The good news is that doctors have treated Kawasaki disease successfully for years with intravenous immunoglobulin. It is possible that Kawasaki disease may appear more severe lately because families have been reluctant to go to the emergency department for fear of COVID-19.
Families must seek treatment for Kawasaki disease, which is characterized by several days of a high fever, red and swollen eyes, rash, redness of the hands and feet, and inflammation of the lips and mouth.
Fear of the hospital has become a much larger problem for both the hospitals and their patients. But based on the data regarding children and SARS-CoV-2 transmission, it is likely safe for them and those around them to seek treatment.

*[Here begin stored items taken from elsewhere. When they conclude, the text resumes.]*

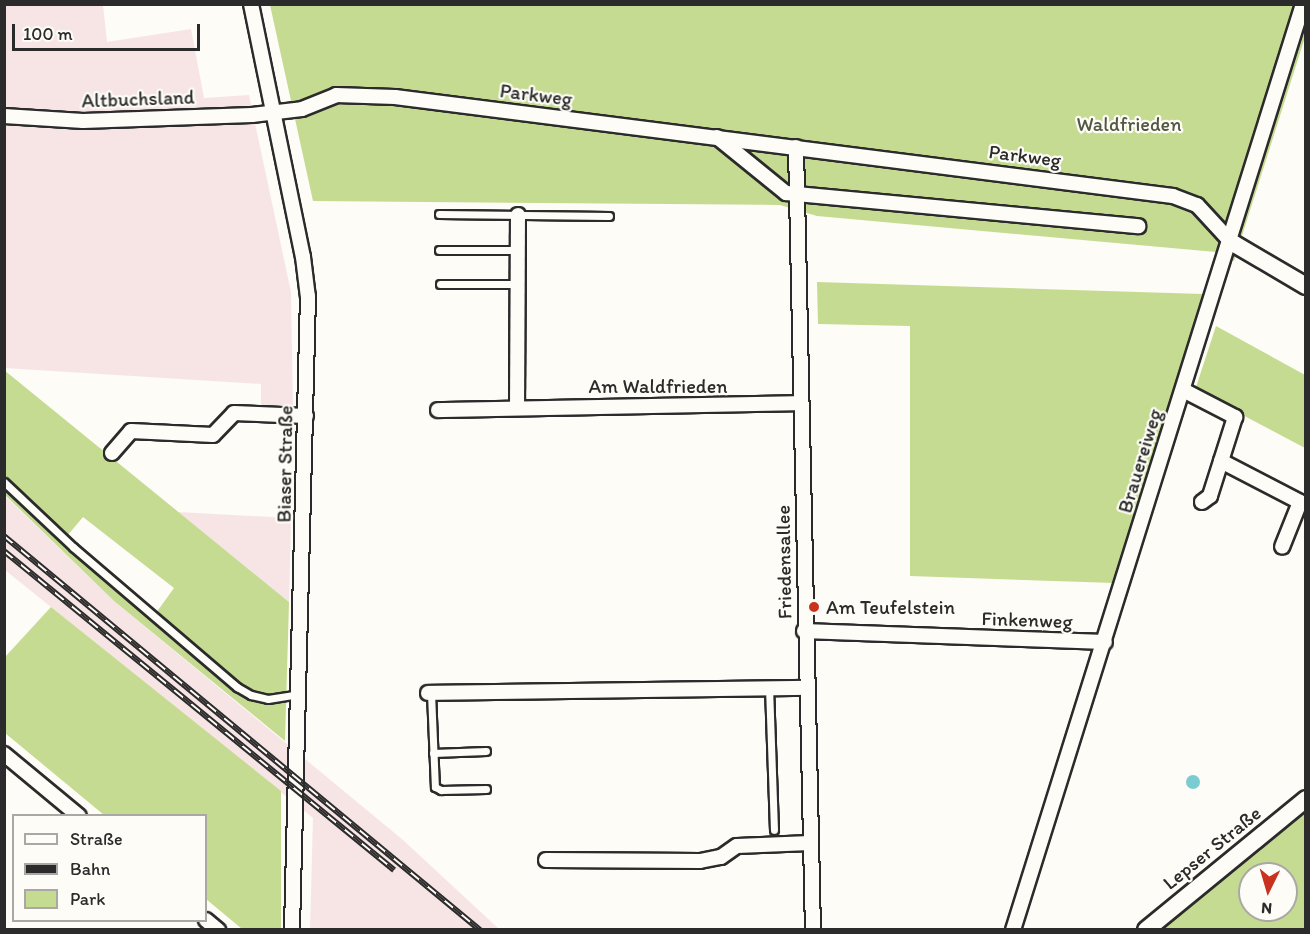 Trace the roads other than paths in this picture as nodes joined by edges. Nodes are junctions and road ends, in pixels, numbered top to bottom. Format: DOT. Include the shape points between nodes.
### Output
graph roads {
  1 [pos="250,4"];
  2 [pos="1304,4"];
  3 [pos="273,113"];
  4 [pos="4,116"];
  5 [pos="716,136"];
  6 [pos="796,147"];
  7 [pos="797,194"];
  8 [pos="439,214"];
  9 [pos="518,215"];
  10 [pos="609,216"];
  11 [pos="1138,226"];
  12 [pos="1231,242"];
  13 [pos="439,250"];
  14 [pos="518,250"];
  15 [pos="440,284"];
  16 [pos="517,284"];
  17 [pos="1305,286"];
  18 [pos="1183,390"];
  19 [pos="800,403"];
  20 [pos="517,407"];
  21 [pos="438,410"];
  22 [pos="306,416"];
  23 [pos="112,453"];
  24 [pos="1221,461"];
  25 [pos="4,482"];
  26 [pos="1202,502"];
  27 [pos="1282,547"];
  28 [pos="804,631"];
  29 [pos="1104,642"];
  30 [pos="770,687"];
  31 [pos="806,688"];
  32 [pos="429,693"];
  33 [pos="300,694"];
  34 [pos="486,751"];
  35 [pos="433,753"];
  36 [pos="4,754"];
  37 [pos="486,789"];
  38 [pos="1305,799"];
  39 [pos="77,814"];
  40 [pos="774,830"];
  41 [pos="810,843"];
  42 [pos="546,860"];
  43 [pos="292,930"];
  44 [pos="813,930"];
  45 [pos="1013,930"];
  46 [pos="1146,930"];
  1 -- 3 [label="street, Biaser Straße"];
  2 -- 12 [label="street, Brauereiweg"];
  3 -- 4 [label="street, Altbuchsland" via="95,121"];
  3 -- 5 [label="street, Parkweg" via="306,108 336,95 364,94"];
  3 -- 22 [label="street, Biaser Straße" via="308,285"];
  5 -- 6 [label="street, Parkweg"];
  5 -- 7 [label="street" via="786,193"];
  6 -- 7 [label="street"];
  6 -- 12 [label="street, Parkweg" via="1173,196 1197,205"];
  7 -- 11 [label="street"];
  7 -- 19 [label="street, Friedensallee"];
  8 -- 9 [label="lane"];
  9 -- 10 [label="lane"];
  9 -- 14 [label="street"];
  12 -- 17 [label="street"];
  12 -- 18 [label="street, Brauereiweg"];
  13 -- 14 [label="lane"];
  14 -- 16 [label="street"];
  15 -- 16 [label="lane"];
  16 -- 20 [label="street"];
  18 -- 24 [label="street" via="1235,417"];
  18 -- 29 [label="street, Brauereiweg"];
  19 -- 20 [label="street, Am Waldfrieden"];
  19 -- 28 [label="street, Friedensallee"];
  20 -- 21 [label="street, Am Waldfrieden"];
  22 -- 23 [label="street" via="234,413 213,435 131,431"];
  22 -- 33 [label="street, Biaser Straße"];
  24 -- 26 [label="street" via="1210,496"];
  24 -- 27 [label="street" via="1300,502"];
  25 -- 33 [label="lane" via="73,547 237,687 268,699"];
  28 -- 29 [label="street, Finkenweg"];
  28 -- 31 [label="street, Friedensallee"];
  29 -- 45 [label="street, Brauereiweg"];
  30 -- 31 [label="street"];
  30 -- 32 [label="street"];
  30 -- 40 [label="lane"];
  31 -- 41 [label="street, Friedensallee"];
  32 -- 35 [label="lane"];
  33 -- 43 [label="street, Biaser Straße"];
  34 -- 35 [label="lane"];
  35 -- 37 [label="lane" via="435,787"];
  36 -- 39 [label="street"];
  38 -- 46 [label="street, Lepser Straße"];
  41 -- 42 [label="street" via="737,846 721,857 700,861"];
  41 -- 44 [label="street, Friedensallee"];
} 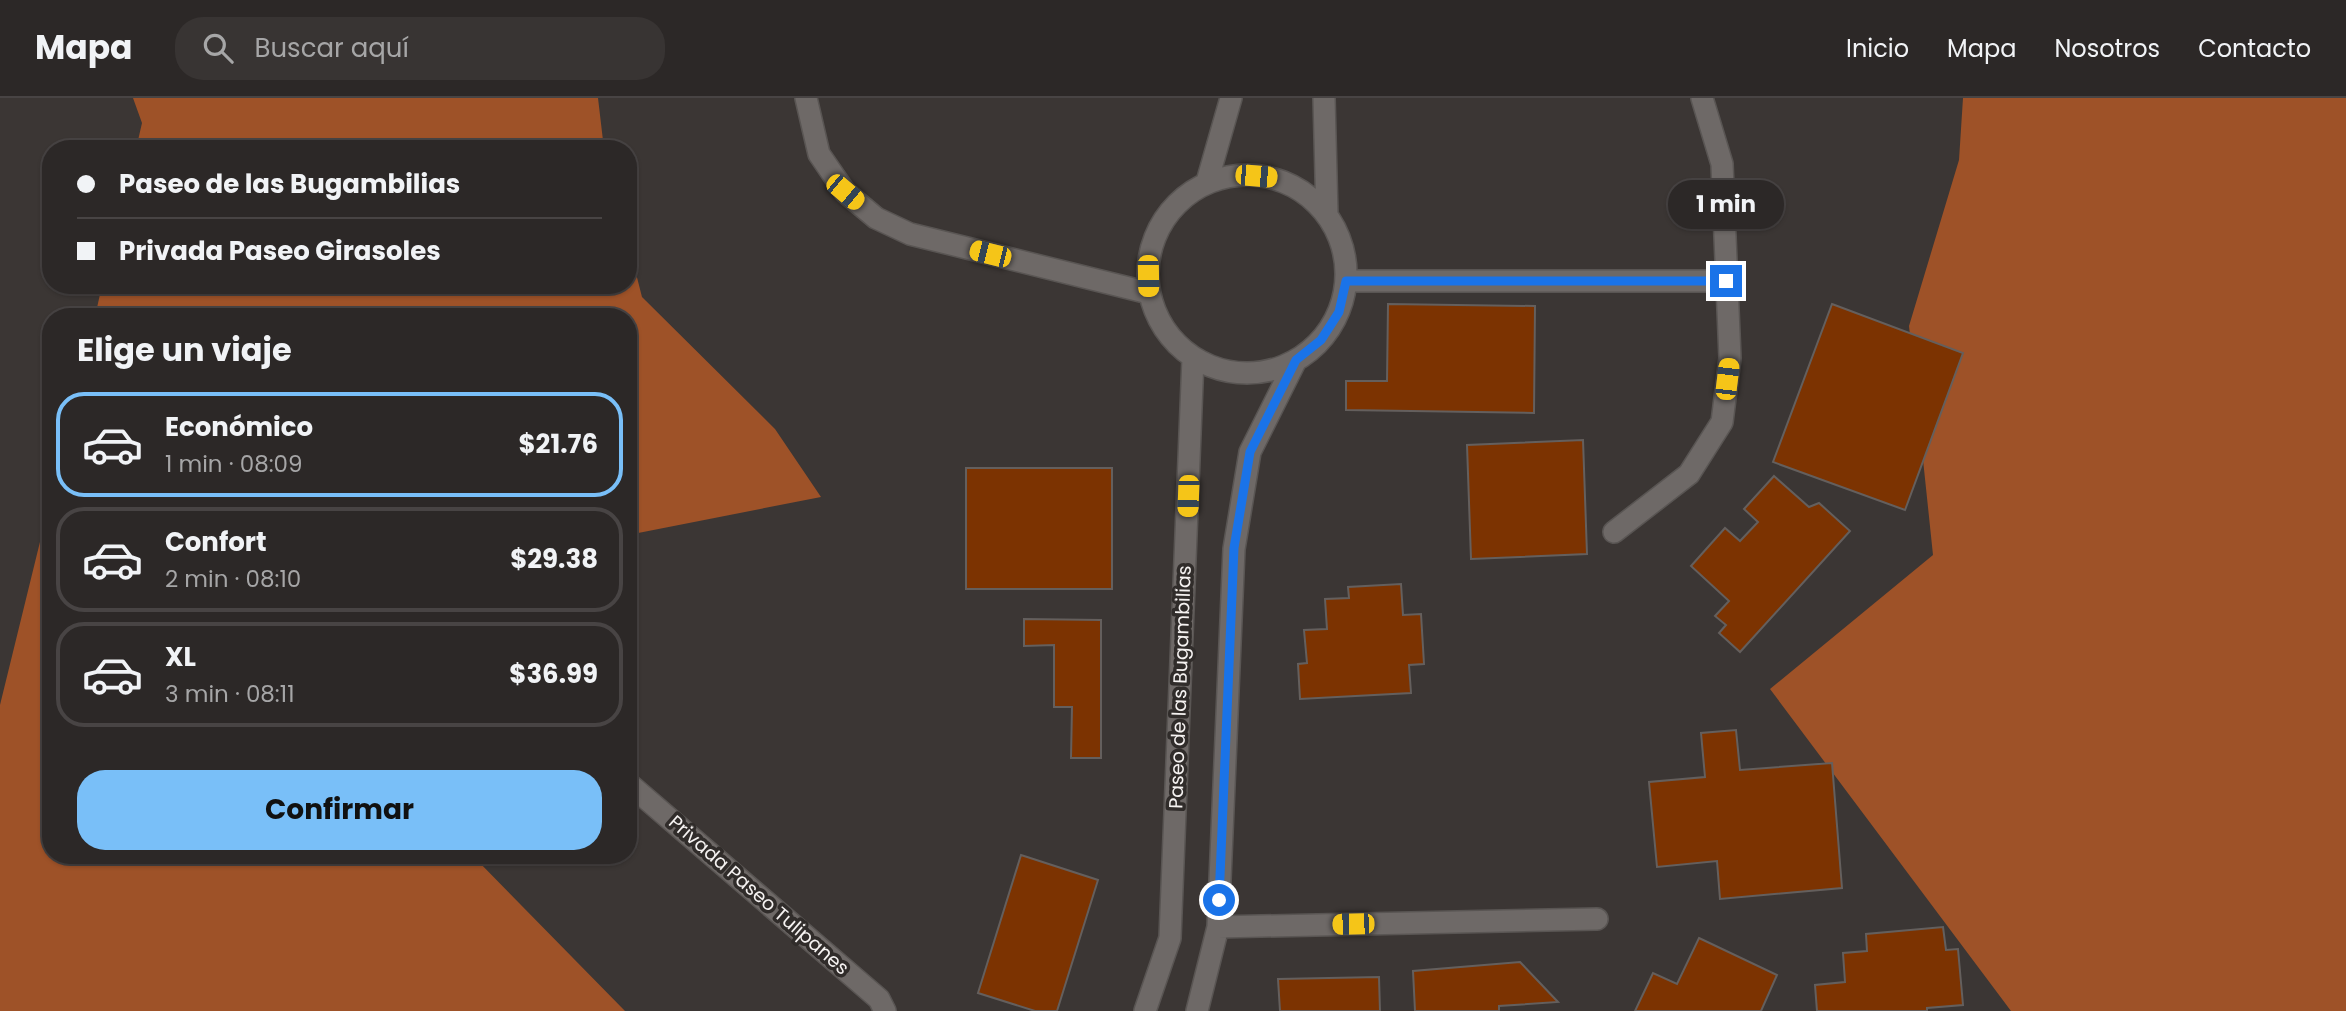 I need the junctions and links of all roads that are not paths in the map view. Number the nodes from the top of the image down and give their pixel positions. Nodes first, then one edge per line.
1 (806, 98) edge
2 (1231, 98) edge
3 (1324, 98) edge
4 (1702, 98) edge
5 (1207, 182) junction
6 (1327, 215) junction
7 (1346, 281) junction
8 (1726, 281) junction
9 (1149, 293) junction
10 (1193, 358) junction
11 (1296, 360) junction
12 (1614, 532) dead end
13 (637, 791) edge
14 (1597, 919) dead end
15 (1217, 927) junction
16 (885, 1011) edge
17 (1145, 1011) edge
18 (1197, 1011) edge

1 - 9 street
2 - 5 street
3 - 6 street
4 - 8 street
5 - 6 street
5 - 9 street
6 - 7 street
7 - 8 street
7 - 11 street
8 - 12 street
9 - 10 street
10 - 11 street
10 - 17 street, Paseo de las Bugambilias
11 - 15 street
13 - 16 street, Privada Paseo Tulipanes
14 - 15 street
15 - 18 street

A recent literature review of numerous pediatric studies found that children not only are much less likely to develop severe disease from the new coronavirus, but also unlikely to transmit the virus to others.
The review was conducted when there were 150,000 confirmed cases of COVID-19 in the United States. Of those, only 1.7% were children, more than half of whom were infants (62%) and nearly a quarter had underlying conditions (23%).
Among all confirmed pediatric cases of COVID-19, 5.7% required hospitalization. Of them, only 2% were admitted to an intensive care unit. This dataset included three confirmed deaths out of 2,572 cases.
Clearly, children neither are at great risk nor are they completely invincible to the effects of the virus. But statistically, nearly all confirmed COVID-19 cases among children were relatively benign.
Data showing less severe disease in children is easy to find, but data tracing disease transmission from children to adults is difficult to gather. However, one study of multiple pediatric research articles suggests that children are unlikely to be the primary source for infection in a household.
Of the 31 households identified with intrafamilial transmission of COVID-19, only three began with a child. That is, only 9.7% of these household cases began with children. Using similar data in comparison, 54% of H5N1 influenza cases within households began with children.
A similar dynamic exists in the school setting. An Australian study of 10 high schools and five primary schools from March to April found little transmission of the coronavirus from one person to the next. Twelve high school students and four members of the faculty were identified as confirmed cases of COVID-19 who had attended classes while infectious.
Nearly 600 other students were exposed to these COVID-19 cases but none of them tested positive. One student tested positive by antibody testing, which indicated a previous infection from which the student already had recovered.
The primary schools had a similar result, with one student and five faculty members identified as COVID-19 cases and only one student later found to be positive for antibodies.
Although more data is needed to draw a definitive conclusion about the role, if any, that children play in transmitting COVID-19, these findings all suggest that children are at the least risk themselves and pose the lowest risk to others.
Children seem to be mercifully spared the more severe manifestations of this pandemic. Not only do they seem less susceptible to infection, they seem not to spread the disease to others.
That being the case, it is likely that activities for children, such as school or summer camp, should be relatively safe to resume.
But as it has been throughout this ordeal, the new coronavirus easily can surprise us in the worst ways. It is likely we can safely allow our children to return to some semblance of normal life, but with caution and vigilance.